__What to produce__.
Output the listing below, keeping each line exactly as it stands.

__Material shown__.
============================================================
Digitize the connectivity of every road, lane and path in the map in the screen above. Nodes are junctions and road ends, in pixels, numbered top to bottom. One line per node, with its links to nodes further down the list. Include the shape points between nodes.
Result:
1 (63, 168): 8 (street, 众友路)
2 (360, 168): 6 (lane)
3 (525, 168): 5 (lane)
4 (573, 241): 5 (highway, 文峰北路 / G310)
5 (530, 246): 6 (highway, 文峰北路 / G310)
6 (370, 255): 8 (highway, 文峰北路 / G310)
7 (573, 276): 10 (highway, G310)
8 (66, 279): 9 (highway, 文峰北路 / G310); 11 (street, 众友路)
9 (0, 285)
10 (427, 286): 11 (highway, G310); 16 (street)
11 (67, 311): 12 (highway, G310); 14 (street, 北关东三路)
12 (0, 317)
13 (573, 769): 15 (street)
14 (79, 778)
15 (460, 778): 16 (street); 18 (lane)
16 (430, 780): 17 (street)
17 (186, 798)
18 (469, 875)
============================================================
__Output for this exercise__.
Digitize the connectivity of every road, lane and path in the map in the screen above. Nodes are junctions and road ends, in pixels, numbered top to bottom. One line per node, with its links to nodes further down the list. Include the shape points between nodes.
Result:
1 (63, 168): 8 (street, 众友路)
2 (360, 168): 6 (lane)
3 (525, 168): 5 (lane)
4 (573, 241): 5 (highway, 文峰北路 / G310)
5 (530, 246): 6 (highway, 文峰北路 / G310)
6 (370, 255): 8 (highway, 文峰北路 / G310)
7 (573, 276): 10 (highway, G310)
8 (66, 279): 9 (highway, 文峰北路 / G310); 11 (street, 众友路)
9 (0, 285)
10 (427, 286): 11 (highway, G310); 16 (street)
11 (67, 311): 12 (highway, G310); 14 (street, 北关东三路)
12 (0, 317)
13 (573, 769): 15 (street)
14 (79, 778)
15 (460, 778): 16 (street); 18 (lane)
16 (430, 780): 17 (street)
17 (186, 798)
18 (469, 875)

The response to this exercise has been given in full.